= Otto Schnepp =

Austrian-American scientist (1925–2019)

Otto Schnepp (1925 - January 2, 2019) was an Austrian-American scientist.

Born in Vienna into a Jewish family, he lived in Shanghai from 1939 to 1948, where he bounced between the Shanghai International Settlement and the French Concession as his father continued to practice medicine. He spoke about his experiences in Shanghai as a featured witness in the documentary Above the Drowning Sea He earned his B.S. in Chemistry at St. John's University in Shanghai (1947), A.B. (1948) and Ph.D. (1951) at University of California, Berkeley. He spoke German, Hebrew, French, Chinese, and English.

Professor Schnepp researched the area of optical molecular spectroscopy. He also studied science and technology of modern China, U.S.-China technology transfer and physical chemistry. He was active in the field of Science Policy, especially as it concerned China. He was a counselor for science and technology at the U.S. Embassy in Beijing from 1980 to 1982, and a former director of the USC East Asian Studies Center, 1994-2000.

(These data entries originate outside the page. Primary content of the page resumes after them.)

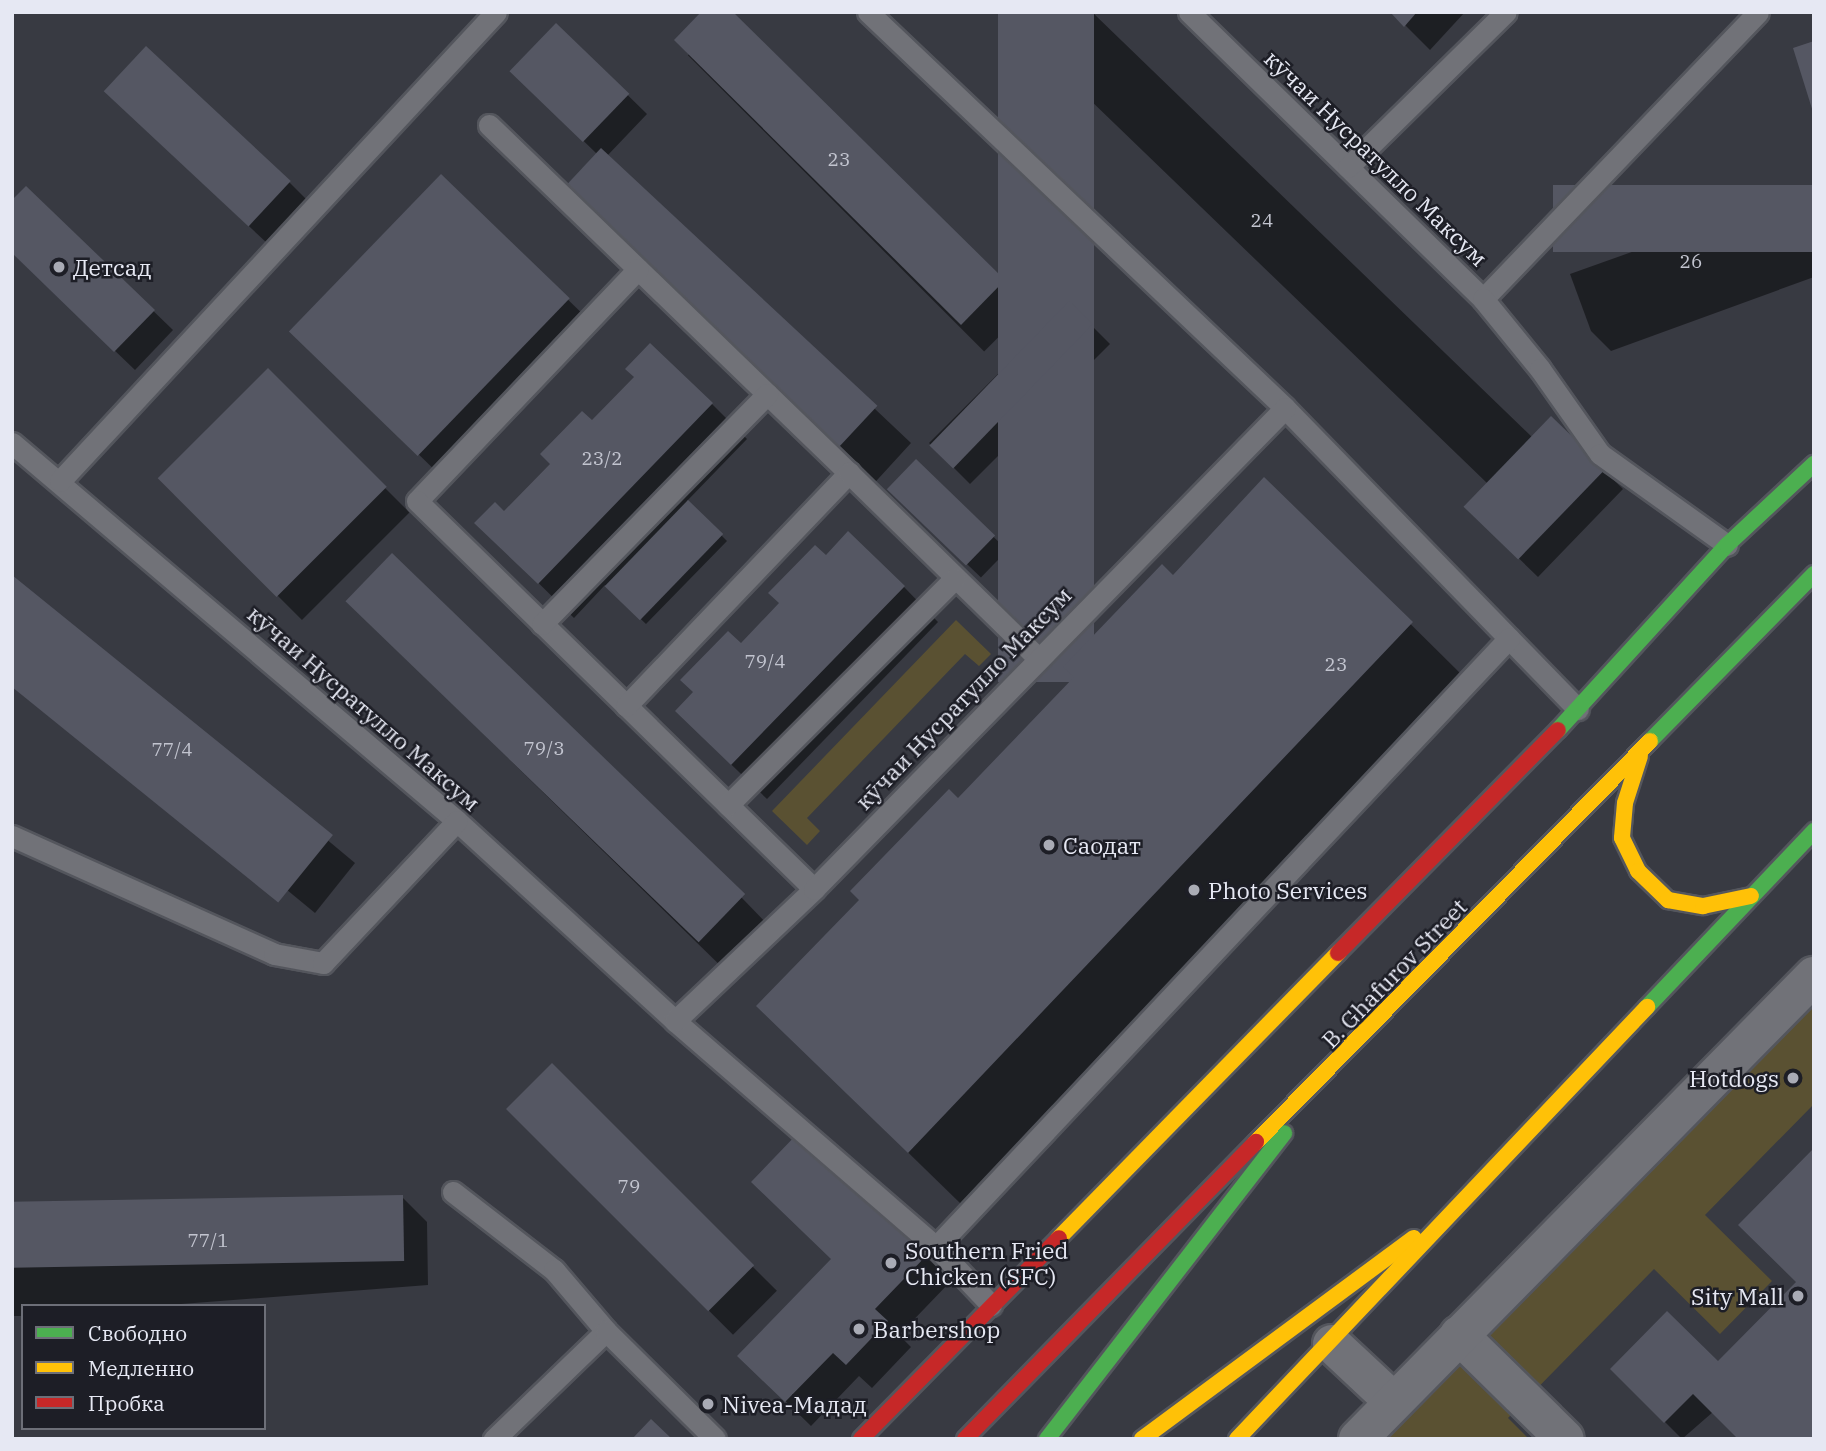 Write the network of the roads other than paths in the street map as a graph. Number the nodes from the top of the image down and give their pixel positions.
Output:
1 (496, 12) edge
2 (868, 12) edge
3 (1189, 12) edge
4 (1506, 12) edge
5 (1758, 12) edge
6 (489, 125) dead end
7 (1348, 167) junction
8 (638, 269) junction
9 (1483, 299) junction
10 (767, 394) junction
11 (1284, 408) junction
12 (12, 443) edge
13 (1814, 464) edge
14 (849, 473) junction
15 (60, 481) junction
16 (1727, 545) junction
17 (1814, 574) edge
18 (954, 579) junction
19 (542, 624) junction
20 (1509, 638) junction
21 (1038, 658) junction
22 (626, 706) junction
23 (1578, 709) junction
24 (1642, 748) junction
25 (728, 805) junction
26 (457, 821) junction
27 (1814, 831) edge
28 (12, 836) edge
29 (814, 889) junction
30 (1751, 897) junction
31 (1814, 976) edge
32 (675, 1021) junction
33 (1335, 1066) junction
34 (453, 1192) dead end
35 (1452, 1210) junction
36 (936, 1247) junction
37 (990, 1305) junction
38 (606, 1331) junction
39 (1459, 1335) junction
40 (1332, 1344) junction
41 (1393, 1401) junction
42 (494, 1439) edge
43 (715, 1439) edge
44 (861, 1439) edge
45 (965, 1439) edge
46 (1047, 1439) edge
47 (1142, 1439) edge
48 (1237, 1439) edge
49 (1358, 1439) edge
50 (1565, 1439) edge

1 - 15 lane
2 - 11 lane
3 - 7 lane, кӯчаи Нусратулло Максум
4 - 7 lane
5 - 9 lane, кӯчаи Нусратулло Максум
6 - 8 lane
7 - 9 lane, кӯчаи Нусратулло Максум
8 - 10 lane
8 - 19 lane
9 - 16 lane
10 - 14 lane
10 - 19 lane
11 - 20 lane
11 - 21 lane, кӯчаи Нусратулло Максум
12 - 15 lane, кӯчаи Нусратулло Максум
13 - 16 main road
14 - 18 lane
14 - 22 lane
15 - 26 lane, кӯчаи Нусратулло Максум
16 - 23 main road
17 - 24 main road, B. Ghafurov Street
18 - 21 lane
18 - 25 lane
19 - 22 lane
20 - 23 lane
20 - 36 lane
21 - 29 lane, кӯчаи Нусратулло Максум
22 - 25 lane
23 - 37 main road
24 - 30 main road
24 - 33 main road, B. Ghafurov Street
25 - 29 lane
26 - 28 lane
26 - 32 lane, кӯчаи Нусратулло Максум
27 - 30 main road
29 - 32 lane, кӯчаи Нусратулло Максум
30 - 35 main road
31 - 39 street
32 - 36 lane, кӯчаи Нусратулло Максум
33 - 45 main road
33 - 46 main road, B. Ghafurov Street
34 - 38 lane
35 - 40 main road
35 - 47 main road
36 - 37 lane, кӯчаи Нусратулло Максум
37 - 44 main road
38 - 42 lane
38 - 43 lane
39 - 41 street
39 - 50 street
40 - 41 street
40 - 48 main road
41 - 49 street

He received multiple honors, including the Superior Honor Award of the U.S. Department of State, USC Associates’ Award for Creative Scholarship and Research, and the USC Raubenheimer Outstanding Senior Faculty Award.

Schnepp self-published Roots Lost, Roots Found, a memoir of his life, in April, 2017. The cover was painted by Schnepp's granddaughter, Tali Burry-Schnepp.

Otto Schnepp died on January 2, 2019, in Walnut Creek, California.